So you've said but are just as not bothered that he's sexually active with someone else? If you are then why the tread? If you aren't then why bother being with him when its clear you are not the only woman he's into?

 

It was his reaction that did. His defensiveness was so shocking! And he changed the topic sooo quickly!
Why is that THE only thing that is bothersome to you? Are you okay with sharing him?

 

When he relaxed and said ‘she’ I didn’t react. In fact I was relieved that he was actually talking about her rather than hiding it.
Seems an odd reaction to the fact he's dating someone else.

 

I just asked him if she enjoyed herself and what she thought the best part was.

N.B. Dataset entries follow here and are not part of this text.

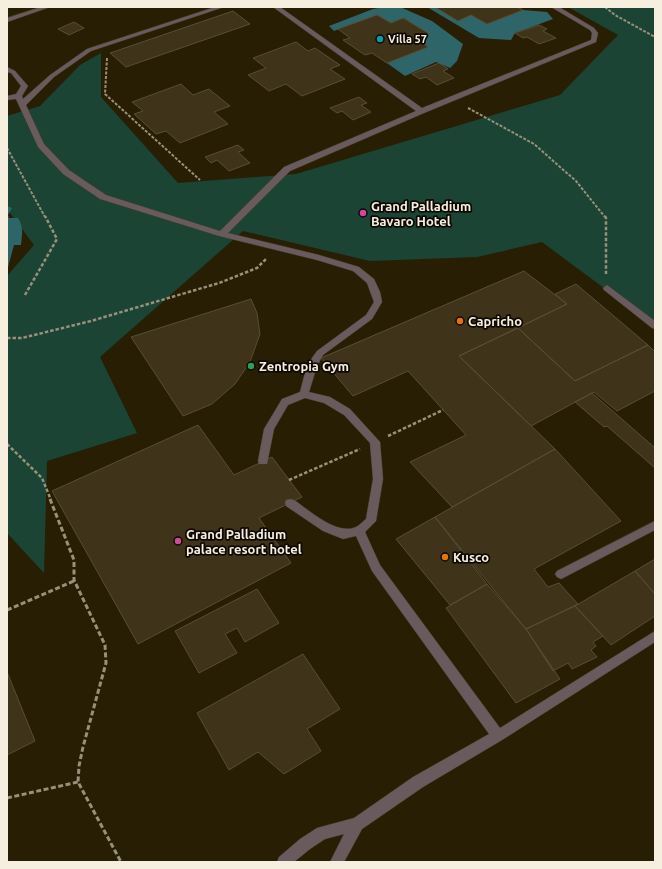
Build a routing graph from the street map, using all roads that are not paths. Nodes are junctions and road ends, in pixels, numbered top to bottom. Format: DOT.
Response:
graph roads {
  1 [pos="47,7"];
  2 [pos="221,7"];
  3 [pos="276,7"];
  4 [pos="554,7"];
  5 [pos="7,20"];
  6 [pos="7,69"];
  7 [pos="18,96"];
  8 [pos="7,98"];
  9 [pos="22,104"];
  10 [pos="420,111"];
  11 [pos="222,234"];
  12 [pos="607,288"];
  13 [pos="655,326"];
  14 [pos="304,394"];
  15 [pos="263,461"];
  16 [pos="290,503"];
  17 [pos="655,525"];
  18 [pos="359,531"];
  19 [pos="561,574"];
  20 [pos="655,636"];
  21 [pos="498,736"];
  22 [pos="357,824"];
  23 [pos="284,862"];
  24 [pos="337,862"];
  1 -- 5 [label="street"];
  2 -- 9 [label="street"];
  3 -- 10 [label="street"];
  4 -- 10 [label="street"];
  6 -- 7 [label="street"];
  7 -- 8 [label="street"];
  7 -- 9 [label="street"];
  9 -- 11 [label="street"];
  10 -- 11 [label="street"];
  11 -- 14 [label="street"];
  12 -- 13 [label="street"];
  14 -- 15 [label="street"];
  14 -- 18 [label="street"];
  16 -- 18 [label="street"];
  17 -- 19 [label="street"];
  18 -- 21 [label="street"];
  20 -- 21 [label="street"];
  21 -- 22 [label="street"];
  22 -- 23 [label="street"];
  22 -- 24 [label="street"];
}
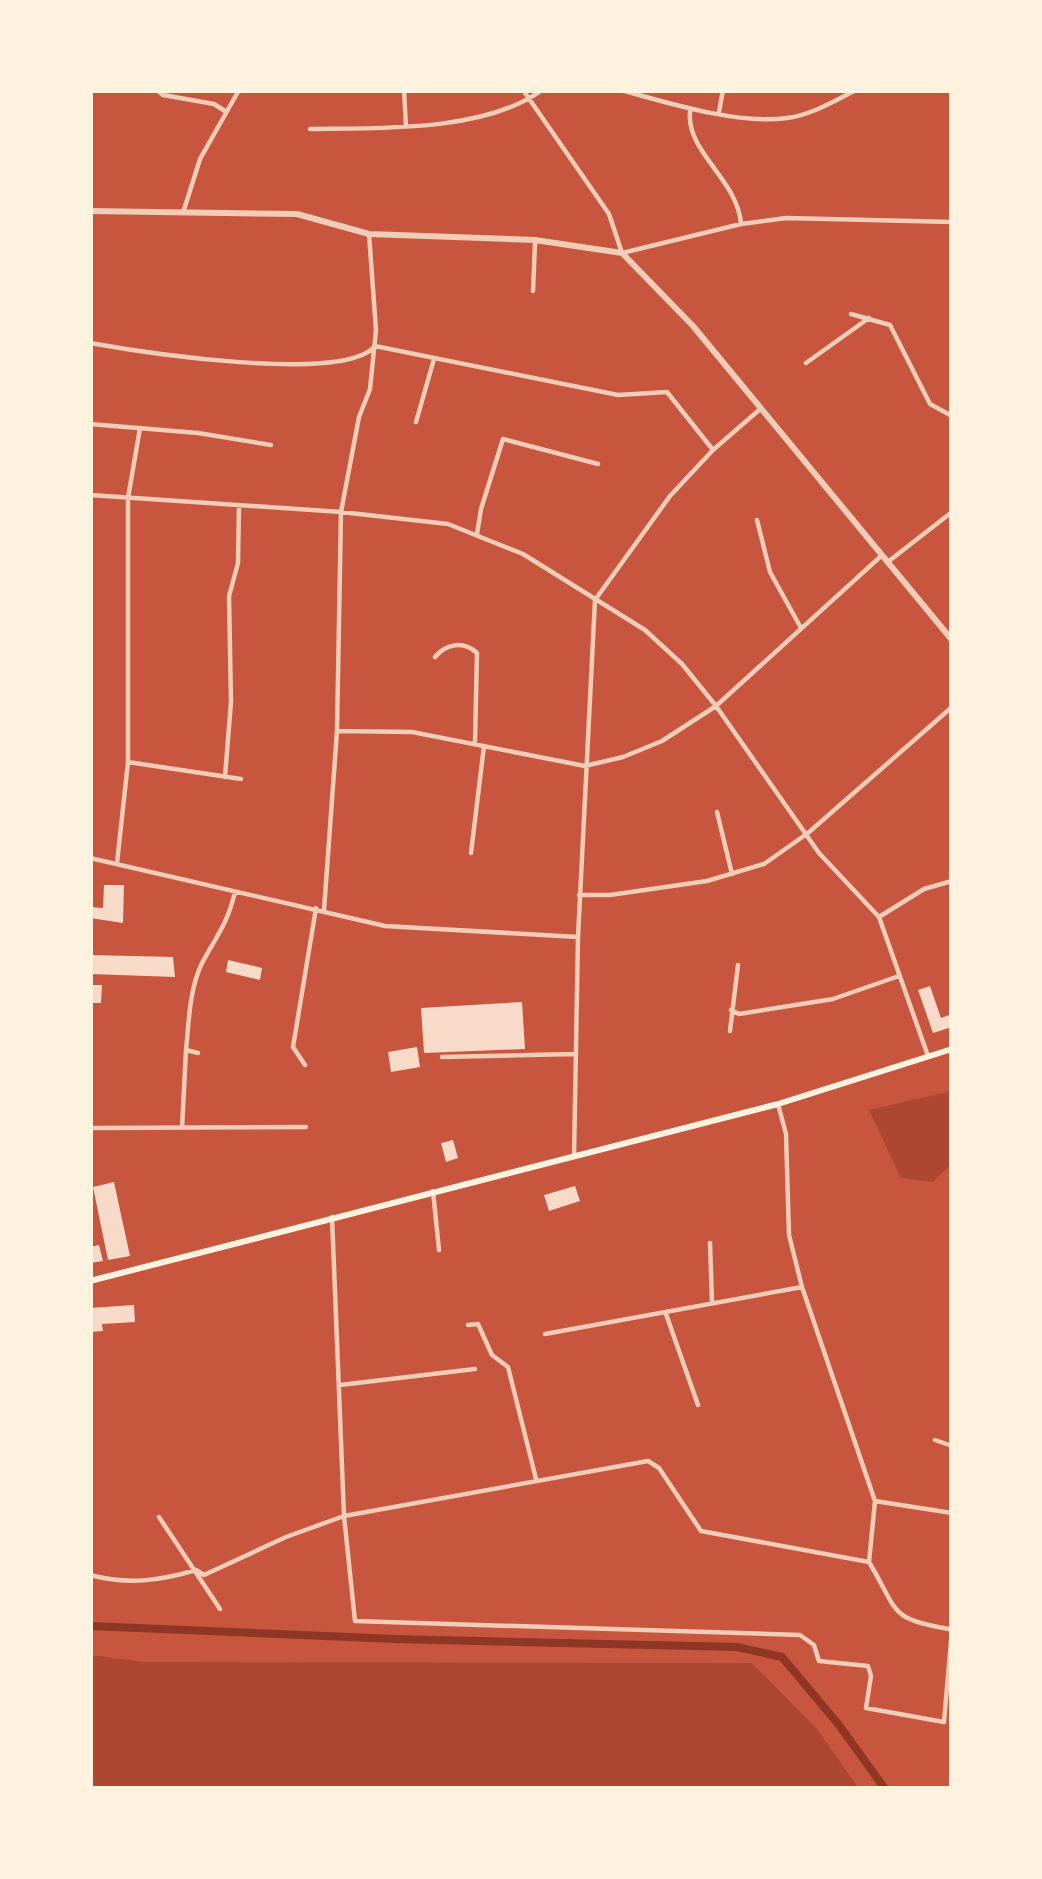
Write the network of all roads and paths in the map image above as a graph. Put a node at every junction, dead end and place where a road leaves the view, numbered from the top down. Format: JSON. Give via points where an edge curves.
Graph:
{"nodes":[{"id":1,"x":157,"y":90,"type":"edge"},
{"id":2,"x":238,"y":90,"type":"edge"},
{"id":3,"x":404,"y":90,"type":"edge"},
{"id":4,"x":523,"y":90,"type":"edge"},
{"id":5,"x":542,"y":90,"type":"edge"},
{"id":6,"x":621,"y":90,"type":"edge"},
{"id":7,"x":723,"y":90,"type":"edge"},
{"id":8,"x":856,"y":90,"type":"edge"},
{"id":9,"x":530,"y":99,"type":"junction"},
{"id":10,"x":691,"y":110,"type":"junction"},
{"id":11,"x":225,"y":111,"type":"junction"},
{"id":12,"x":719,"y":112,"type":"junction"},
{"id":13,"x":406,"y":127,"type":"junction"},
{"id":14,"x":310,"y":129,"type":"dead end"},
{"id":15,"x":90,"y":211,"type":"edge"},
{"id":16,"x":183,"y":213,"type":"junction"},
{"id":17,"x":952,"y":222,"type":"edge"},
{"id":18,"x":741,"y":224,"type":"junction"},
{"id":19,"x":369,"y":234,"type":"junction"},
{"id":20,"x":535,"y":239,"type":"junction"},
{"id":21,"x":622,"y":253,"type":"junction"},
{"id":22,"x":533,"y":291,"type":"dead end"},
{"id":23,"x":851,"y":314,"type":"dead end"},
{"id":24,"x":869,"y":318,"type":"junction"},
{"id":25,"x":90,"y":343,"type":"edge"},
{"id":26,"x":375,"y":346,"type":"junction"},
{"id":27,"x":434,"y":359,"type":"junction"},
{"id":28,"x":806,"y":363,"type":"dead end"},
{"id":29,"x":760,"y":408,"type":"junction"},
{"id":30,"x":952,"y":416,"type":"edge"},
{"id":31,"x":416,"y":422,"type":"dead end"},
{"id":32,"x":90,"y":424,"type":"edge"},
{"id":33,"x":140,"y":428,"type":"junction"},
{"id":34,"x":271,"y":445,"type":"dead end"},
{"id":35,"x":712,"y":450,"type":"junction"},
{"id":36,"x":598,"y":464,"type":"dead end"},
{"id":37,"x":90,"y":495,"type":"edge"},
{"id":38,"x":128,"y":498,"type":"junction"},
{"id":39,"x":239,"y":506,"type":"junction"},
{"id":40,"x":341,"y":512,"type":"junction"},
{"id":41,"x":952,"y":512,"type":"edge"},
{"id":42,"x":757,"y":520,"type":"dead end"},
{"id":43,"x":477,"y":534,"type":"junction"},
{"id":44,"x":886,"y":558,"type":"junction"},
{"id":45,"x":595,"y":600,"type":"junction"},
{"id":46,"x":801,"y":628,"type":"junction"},
{"id":47,"x":952,"y":640,"type":"edge"},
{"id":48,"x":435,"y":657,"type":"dead end"},
{"id":49,"x":716,"y":706,"type":"junction"},
{"id":50,"x":952,"y":707,"type":"edge"},
{"id":51,"x":337,"y":731,"type":"junction"},
{"id":52,"x":476,"y":744,"type":"junction"},
{"id":53,"x":484,"y":746,"type":"junction"},
{"id":54,"x":128,"y":762,"type":"junction"},
{"id":55,"x":585,"y":766,"type":"junction"},
{"id":56,"x":225,"y":777,"type":"junction"},
{"id":57,"x":241,"y":779,"type":"dead end"},
{"id":58,"x":717,"y":812,"type":"dead end"},
{"id":59,"x":808,"y":832,"type":"junction"},
{"id":60,"x":471,"y":853,"type":"dead end"},
{"id":61,"x":90,"y":858,"type":"edge"},
{"id":62,"x":117,"y":862,"type":"junction"},
{"id":63,"x":732,"y":874,"type":"junction"},
{"id":64,"x":952,"y":881,"type":"edge"},
{"id":65,"x":235,"y":890,"type":"junction"},
{"id":66,"x":579,"y":895,"type":"junction"},
{"id":67,"x":316,"y":908,"type":"junction"},
{"id":68,"x":324,"y":910,"type":"junction"},
{"id":69,"x":879,"y":917,"type":"junction"},
{"id":70,"x":578,"y":937,"type":"junction"},
{"id":71,"x":738,"y":964,"type":"dead end"},
{"id":72,"x":902,"y":976,"type":"junction"},
{"id":73,"x":731,"y":1010,"type":"junction"},
{"id":74,"x":730,"y":1031,"type":"dead end"},
{"id":75,"x":952,"y":1048,"type":"edge"},
{"id":76,"x":186,"y":1050,"type":"junction"},
{"id":77,"x":198,"y":1053,"type":"dead end"},
{"id":78,"x":575,"y":1054,"type":"junction"},
{"id":79,"x":928,"y":1056,"type":"junction"},
{"id":80,"x":442,"y":1057,"type":"dead end"},
{"id":81,"x":305,"y":1065,"type":"dead end"},
{"id":82,"x":778,"y":1104,"type":"junction"},
{"id":83,"x":306,"y":1127,"type":"dead end"},
{"id":84,"x":182,"y":1128,"type":"junction"},
{"id":85,"x":90,"y":1129,"type":"edge"},
{"id":86,"x":574,"y":1157,"type":"junction"},
{"id":87,"x":433,"y":1191,"type":"junction"},
{"id":88,"x":332,"y":1217,"type":"junction"},
{"id":89,"x":710,"y":1243,"type":"dead end"},
{"id":90,"x":439,"y":1250,"type":"dead end"},
{"id":91,"x":90,"y":1281,"type":"edge"},
{"id":92,"x":802,"y":1287,"type":"junction"},
{"id":93,"x":712,"y":1303,"type":"junction"},
{"id":94,"x":666,"y":1315,"type":"junction"},
{"id":95,"x":468,"y":1325,"type":"dead end"},
{"id":96,"x":545,"y":1334,"type":"dead end"},
{"id":97,"x":475,"y":1370,"type":"dead end"},
{"id":98,"x":340,"y":1385,"type":"junction"},
{"id":99,"x":698,"y":1405,"type":"dead end"},
{"id":100,"x":935,"y":1440,"type":"dead end"},
{"id":101,"x":952,"y":1446,"type":"edge"},
{"id":102,"x":536,"y":1479,"type":"junction"},
{"id":103,"x":875,"y":1501,"type":"junction"},
{"id":104,"x":952,"y":1513,"type":"edge"},
{"id":105,"x":344,"y":1516,"type":"junction"},
{"id":106,"x":159,"y":1517,"type":"dead end"},
{"id":107,"x":869,"y":1562,"type":"junction"},
{"id":108,"x":196,"y":1570,"type":"junction"},
{"id":109,"x":90,"y":1575,"type":"edge"},
{"id":110,"x":220,"y":1609,"type":"dead end"},
{"id":111,"x":952,"y":1629,"type":"edge"}],
"edges":[{"from":1,"to":11,"type":"street"},
{"from":2,"to":11,"type":"street"},
{"from":3,"to":13,"type":"street"},
{"from":4,"to":9,"type":"street"},
{"from":5,"to":9,"type":"street"},
{"from":6,"to":10,"type":"street"},
{"from":7,"to":12,"type":"street"},
{"from":8,"to":12,"type":"street","via":[[791,118]]},
{"from":9,"to":13,"type":"street"},
{"from":9,"to":21,"type":"street","via":[[609,214]]},
{"from":10,"to":12,"type":"street"},
{"from":10,"to":18,"type":"street","via":[[706,160],[727,180]]},
{"from":11,"to":16,"type":"street"},
{"from":13,"to":14,"type":"street"},
{"from":15,"to":16,"type":"street"},
{"from":16,"to":19,"type":"street","via":[[297,214]]},
{"from":17,"to":18,"type":"street"},
{"from":18,"to":21,"type":"street"},
{"from":19,"to":20,"type":"street"},
{"from":19,"to":26,"type":"street"},
{"from":20,"to":21,"type":"street"},
{"from":20,"to":22,"type":"street"},
{"from":21,"to":29,"type":"street"},
{"from":23,"to":24,"type":"street"},
{"from":24,"to":28,"type":"street"},
{"from":24,"to":30,"type":"street","via":[[897,333],[930,404]]},
{"from":25,"to":26,"type":"street","via":[[296,364],[350,362]]},
{"from":26,"to":27,"type":"street"},
{"from":26,"to":40,"type":"street"},
{"from":27,"to":31,"type":"street"},
{"from":27,"to":35,"type":"street","via":[[618,395],[667,392]]},
{"from":29,"to":35,"type":"street"},
{"from":29,"to":44,"type":"street"},
{"from":32,"to":33,"type":"street"},
{"from":33,"to":34,"type":"street"},
{"from":33,"to":38,"type":"street"},
{"from":35,"to":45,"type":"street"},
{"from":36,"to":43,"type":"street","via":[[503,440]]},
{"from":37,"to":38,"type":"street"},
{"from":38,"to":39,"type":"street"},
{"from":38,"to":54,"type":"street"},
{"from":39,"to":40,"type":"street"},
{"from":39,"to":56,"type":"street"},
{"from":40,"to":43,"type":"street"},
{"from":40,"to":51,"type":"street"},
{"from":41,"to":44,"type":"street"},
{"from":42,"to":46,"type":"street","via":[[770,572]]},
{"from":43,"to":45,"type":"street"},
{"from":44,"to":46,"type":"street"},
{"from":44,"to":47,"type":"street"},
{"from":45,"to":49,"type":"street","via":[[645,630]]},
{"from":45,"to":55,"type":"street"},
{"from":46,"to":49,"type":"street"},
{"from":48,"to":52,"type":"street","via":[[456,645],[477,653]]},
{"from":49,"to":55,"type":"street","via":[[662,741]]},
{"from":49,"to":59,"type":"street"},
{"from":50,"to":59,"type":"street"},
{"from":51,"to":52,"type":"street"},
{"from":51,"to":68,"type":"street"},
{"from":52,"to":53,"type":"street"},
{"from":53,"to":55,"type":"street"},
{"from":53,"to":60,"type":"street"},
{"from":54,"to":56,"type":"street"},
{"from":54,"to":62,"type":"street"},
{"from":55,"to":66,"type":"street"},
{"from":56,"to":57,"type":"street"},
{"from":58,"to":63,"type":"street"},
{"from":59,"to":63,"type":"street","via":[[764,864]]},
{"from":59,"to":69,"type":"street"},
{"from":61,"to":62,"type":"street"},
{"from":62,"to":65,"type":"street"},
{"from":63,"to":66,"type":"street"},
{"from":64,"to":69,"type":"street"},
{"from":65,"to":67,"type":"street"},
{"from":65,"to":76,"type":"street","via":[[224,932],[201,966]]},
{"from":66,"to":70,"type":"street"},
{"from":67,"to":68,"type":"street"},
{"from":67,"to":81,"type":"street","via":[[292,1046]]},
{"from":68,"to":70,"type":"street","via":[[385,926]]},
{"from":69,"to":72,"type":"street"},
{"from":70,"to":78,"type":"street"},
{"from":71,"to":73,"type":"street"},
{"from":72,"to":73,"type":"street","via":[[801,1006]]},
{"from":72,"to":79,"type":"street"},
{"from":73,"to":74,"type":"street"},
{"from":75,"to":79,"type":"main road"},
{"from":76,"to":77,"type":"street"},
{"from":76,"to":84,"type":"street"},
{"from":78,"to":80,"type":"street"},
{"from":78,"to":86,"type":"street"},
{"from":79,"to":82,"type":"main road"},
{"from":82,"to":86,"type":"main road"},
{"from":82,"to":92,"type":"street","via":[[789,1235]]},
{"from":83,"to":84,"type":"street"},
{"from":84,"to":85,"type":"street"},
{"from":86,"to":87,"type":"main road"},
{"from":87,"to":88,"type":"main road"},
{"from":87,"to":90,"type":"street"},
{"from":88,"to":91,"type":"main road"},
{"from":88,"to":98,"type":"street"},
{"from":89,"to":93,"type":"street"},
{"from":92,"to":93,"type":"street"},
{"from":92,"to":103,"type":"street"},
{"from":93,"to":94,"type":"street"},
{"from":94,"to":96,"type":"street"},
{"from":94,"to":99,"type":"street"},
{"from":95,"to":102,"type":"street","via":[[478,1324],[492,1355],[508,1367]]},
{"from":97,"to":98,"type":"street"},
{"from":98,"to":105,"type":"street"},
{"from":100,"to":101,"type":"street"},
{"from":102,"to":105,"type":"street"},
{"from":102,"to":107,"type":"street","via":[[648,1461],[701,1531]]},
{"from":103,"to":104,"type":"street"},
{"from":103,"to":107,"type":"street"},
{"from":105,"to":108,"type":"street","via":[[204,1575]]},
{"from":105,"to":111,"type":"street","via":[[356,1621],[800,1635],[819,1661],[868,1666],[866,1708],[944,1721]]},
{"from":106,"to":108,"type":"street"},
{"from":107,"to":111,"type":"street","via":[[898,1614]]},
{"from":108,"to":109,"type":"street","via":[[144,1582]]},
{"from":108,"to":110,"type":"street"}]}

As if she was one of his close friends.
Were you trying to act like the cool chick or were you actually just interested in how his date enjoyed herself?

 

He spoke about her but didn’t linger on the topic.
Irrelevant, really.

 

He does really like the attention she gives him. And I don’t know that it’s much more than that
Surely you are not that naive?
but I feel like that effects of that are compounded times and times over when you predominately live apart. She is more accessible to him in every way. And she’s new and exciting.
... Yes, so what are you going to do? Are you going to do the smart thing (IMO) and dump him since he's clearly enjoying more than just "her attention" or; are you going to continue acting the cool chick until he dumps you or learns that you are quite okay with sharing him so he keeps doing it while you wait for him to give you your turn with him?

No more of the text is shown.